Иначе говоря, формально отступая от учения стоиков, Рагин схватывал в то же время его весьма существенную сторону. Раз все предопределено и разумно, то из-за чего же и волноваться, во имя чего хлопотать? "Я служу вредному делу, — думает он, отдавая себе отчет, сколь ужасны порядки в его больнице, — и получаю жалованье от людей, которых обманываю; я нечестен. Но ведь сам по себе я ничто, я только частица необходимого социального зла: все уездные чиновники вредны и даром получают жалованье… Значит, в своей нечестности виноват не я, а время… Родись я двумястами лет позже, я был бы другим". Что же, Громов безусловно прав, — это действительно пародия, однако, как и всякая пародия, она вычленяет и подчеркивает нечто, содержащееся в самом пародируемом явлении. Своеобразие рагинщины состоит в том, что она берет на вооружение наиболее реакционную сторону учения — положение о фатальной предопределенности человеческой судьбы, отбрасывая все остальное как несущественное и ненужное. В результате получается философия, как правильно говорит Громов, — "самая подходящая для российского лежебока".
Причина, следовательно, в натуре Рагина. Наиболее характерную черту его мы и узнаем уже в самом начале повествования.
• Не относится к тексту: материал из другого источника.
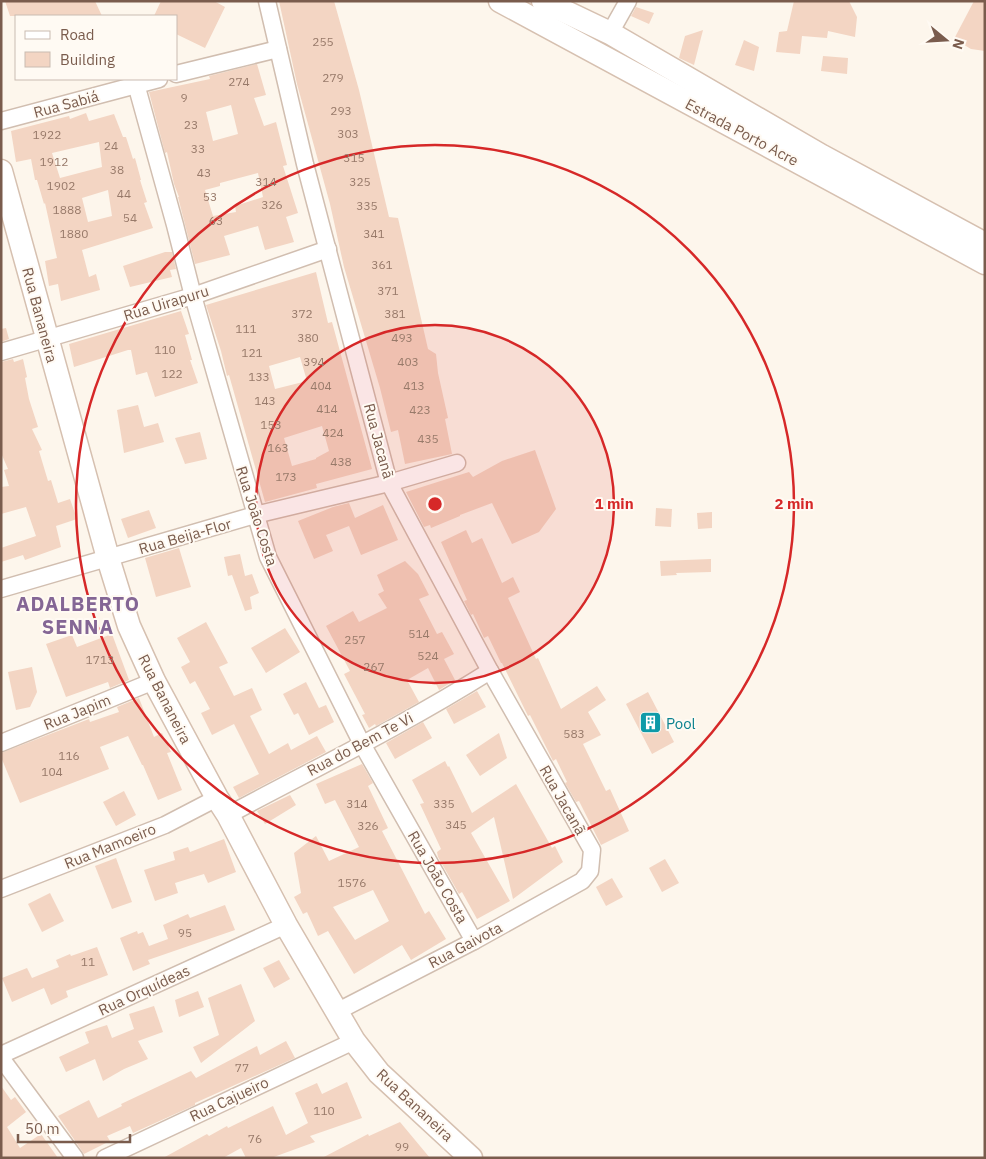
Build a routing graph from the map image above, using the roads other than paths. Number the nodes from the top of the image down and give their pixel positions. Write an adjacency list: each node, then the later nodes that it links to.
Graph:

Поведав нам о том, как Андрей Ефимыч приступил к работе, как он быстро смирился с установившимися в больнице порядками, рассказчик далее замечает: "Андрей Ефимыч чрезвычайно любит ум и честность, но, чтобы устроить около себя жизнь умную и честную, у него не хватает характера и веры в свое право". И в этом-то все дело. Прочее — подыскание оправданий своей бесхарактерности и инертности. Однако Чехова интересует Рагин не только как определенная разновидность человеческого характера, но и как некое типичное явление русской жизни.
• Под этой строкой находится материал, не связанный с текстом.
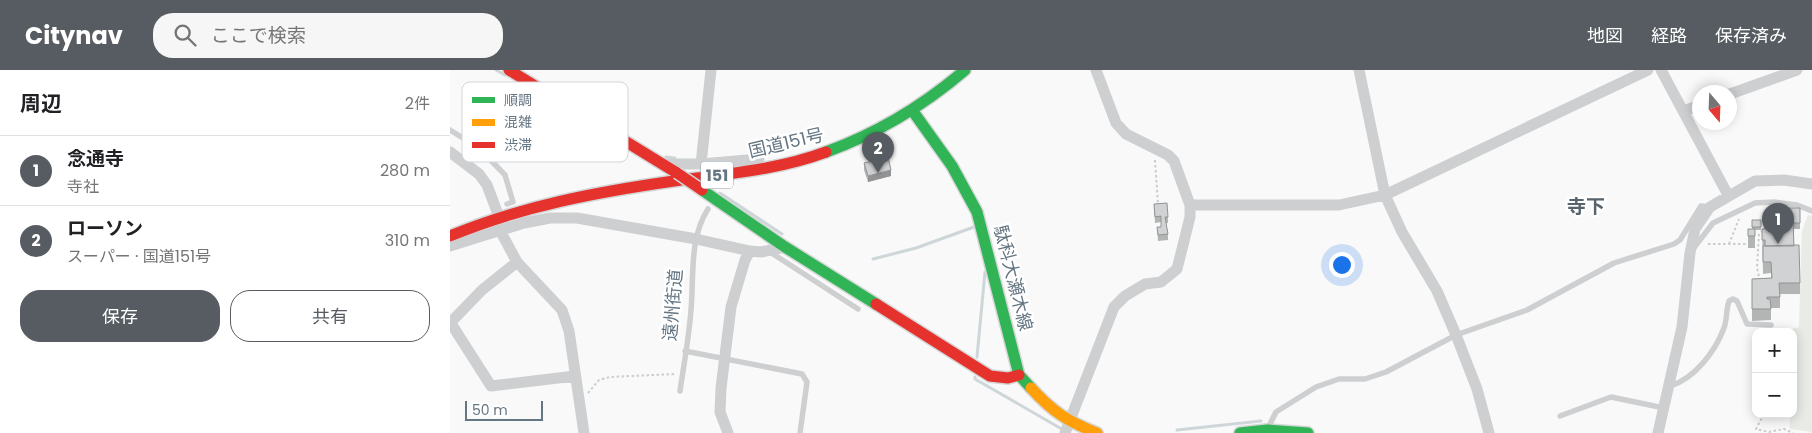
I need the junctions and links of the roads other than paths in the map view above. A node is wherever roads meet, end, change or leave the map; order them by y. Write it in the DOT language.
graph roads {
  1 [pos="509,70"];
  2 [pos="711,70"];
  3 [pos="965,70"];
  4 [pos="1096,70"];
  5 [pos="1359,70"];
  6 [pos="1648,70"];
  7 [pos="1661,70"];
  8 [pos="1797,70"];
  9 [pos="529,82"];
  10 [pos="1737,91"];
  11 [pos="1692,108"];
  12 [pos="912,110"];
  13 [pos="1684,111"];
  14 [pos="450,130"];
  15 [pos="462,137"];
  16 [pos="628,142"];
  17 [pos="450,152"];
  18 [pos="462,161"];
  19 [pos="463,162"];
  20 [pos="492,162"];
  21 [pos="664,164"];
  22 [pos="701,164"];
  23 [pos="770,167"];
  24 [pos="1812,184"];
  25 [pos="1385,195"];
  26 [pos="1728,195"];
  27 [pos="1190,206"];
  28 [pos="1710,207"];
  29 [pos="708,209"];
  30 [pos="1812,211"];
  31 [pos="496,215"];
  32 [pos="499,230"];
  33 [pos="450,236"];
  34 [pos="696,239"];
  35 [pos="450,246"];
  36 [pos="768,247"];
  37 [pos="785,247"];
  38 [pos="750,251"];
  39 [pos="1690,253"];
  40 [pos="517,262"];
  41 [pos="858,309"];
  42 [pos="1771,325"];
  43 [pos="1456,335"];
  44 [pos="685,351"];
  45 [pos="725,358"];
  46 [pos="1019,375"];
  47 [pos="575,376"];
  48 [pos="1670,386"];
  49 [pos="680,390"];
  50 [pos="1664,408"];
  51 [pos="1560,416"];
  52 [pos="1069,422"];
  53 [pos="1267,430"];
  54 [pos="584,433"];
  55 [pos="728,433"];
  56 [pos="800,433"];
  57 [pos="1065,433"];
  58 [pos="1097,433"];
  59 [pos="1240,433"];
  60 [pos="1308,433"];
  61 [pos="1489,433"];
  62 [pos="1658,433"];
  1 -- 9 [label="main road"];
  2 -- 22 [label="street"];
  3 -- 12 [label="main road, 国道151号 / 151"];
  4 -- 27 [label="street"];
  5 -- 25 [label="street"];
  6 -- 25 [label="street"];
  7 -- 13 [label="street"];
  8 -- 10 [label="street"];
  11 -- 13 [label="street"];
  12 -- 23 [label="main road, 国道151号 / 151"];
  12 -- 46 [label="main road, 駄科大瀬木線"];
  13 -- 26 [label="street"];
  14 -- 15 [label="lane"];
  16 -- 21 [label="main road"];
  17 -- 18 [label="street"];
  19 -- 31 [label="street"];
  20 -- 31 [label="lane"];
  21 -- 22 [label="street"];
  21 -- 37 [label="main road, bridge"];
  22 -- 23 [label="street"];
  23 -- 31 [label="main road, 国道151号 / 151"];
  24 -- 26 [label="street"];
  25 -- 27 [label="street"];
  25 -- 43 [label="street"];
  26 -- 28 [label="street"];
  27 -- 52 [label="street"];
  28 -- 39 [label="street"];
  28 -- 43 [label="lane"];
  29 -- 34 [label="lane, 遠州街道"];
  30 -- 39 [label="lane"];
  31 -- 32 [label="street"];
  31 -- 33 [label="main road, 国道151号 / 151"];
  32 -- 34 [label="street"];
  32 -- 35 [label="street"];
  32 -- 40 [label="street"];
  34 -- 38 [label="street"];
  34 -- 44 [label="lane, 遠州街道"];
  36 -- 37 [label="street"];
  36 -- 38 [label="street"];
  36 -- 41 [label="lane"];
  37 -- 46 [label="main road"];
  38 -- 45 [label="street"];
  39 -- 48 [label="street"];
  40 -- 47 [label="street"];
  40 -- 47 [label="street"];
  42 -- 48 [label="lane"];
  43 -- 53 [label="lane"];
  43 -- 61 [label="street"];
  44 -- 45 [label="lane, 遠州街道"];
  44 -- 49 [label="lane"];
  45 -- 55 [label="street"];
  45 -- 56 [label="lane, 遠州街道"];
  46 -- 52 [label="main road, 駄科大瀬木線"];
  47 -- 54 [label="street"];
  48 -- 50 [label="street"];
  50 -- 51 [label="lane"];
  50 -- 62 [label="street"];
  52 -- 57 [label="street"];
  52 -- 58 [label="main road, 駄科大瀬木線"];
  53 -- 59 [label="main road"];
  53 -- 60 [label="main road"];
}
Взгляды Рагина представлялись Чехову чрезвычайно показательными для характеристики современных общественных взглядов и нравов. И конечно, дело было не в том, что Рагин пародировал стоиков. Выхватив из их учения идею фатальной обреченности человека на существование в жестких рамках исторически предопределенного общественного бытия, Андрей Ефимыч получил возможность опираться и на другие системы, которые были более актуальны для русской общественной жизни. Ряд его высказываний отчетливо перекликается с мыслями Шопенгауэра, пессимистическая философия которого начиная с восьмидесятых годов становится достаточно популярной и охотно берется на вооружение отечественными пессимистами типа героев рассказа "Огни".
Однако еще более существенным следует признать родство взглядов Рагина с толстовским движением, весьма широким в России этих лет. Толстовцы поступали с идеями своего учителя примерно так же, как Рагин с философией стоиков, — усваивали наиболее слабые, реакционные его стороны. А в такой форме они оказывались весьма приемлемыми и для Рагина. Что именно брали толстовцы на вооружение? Характеризуя слабые стороны толстовского учения, В. И. Ленин отметил, что это и проповедь квиетизма, и "непротивление злу насилием, и глубокие нотки пессимизма, и убеждение, что "все — ничто, все — материальное ничто" ("О смысле жизни"…), и вера в "Дух", "начало всего", по отношения" к каковому началу человек есть лишь "работник", "приставленный к делу спасения своей души" и т. д."
[3]. Нетрудно видеть, что все это весьма близко Рагину.Таким образом, рагинская философия — это попурри на модные философские темы, однако это и было более всего характерно для омещанившегося русского интеллигента среднего пошиба, одну из разновидностей которого под именем "московского Гамлета" Чехов незадолго до этого вывел в фельетоне-памфлете "В Москве". Рагин как бы олицетворял те круги либеральной интеллигенции, которые при всем их словесном прекраснодушии были озабочены в действительности лишь одним — любыми средствами, заимствованными из любых источников, оправдать свою практическую никчемность, свою моральную леность, свое рабское приспособленчество к существующим порядкам, трусливое бегство от борьбы.
Философский спор в повести развивается по общим, кардинальным проблемам истории человеческой мысли и человеческого бытия. Вскользь упомянув, что Рагин пародирует учение стоиков, Громов обращает внимание на антидемократичность этого учения, на его противоречие жизни и в связи с этим на его мертвенный характер.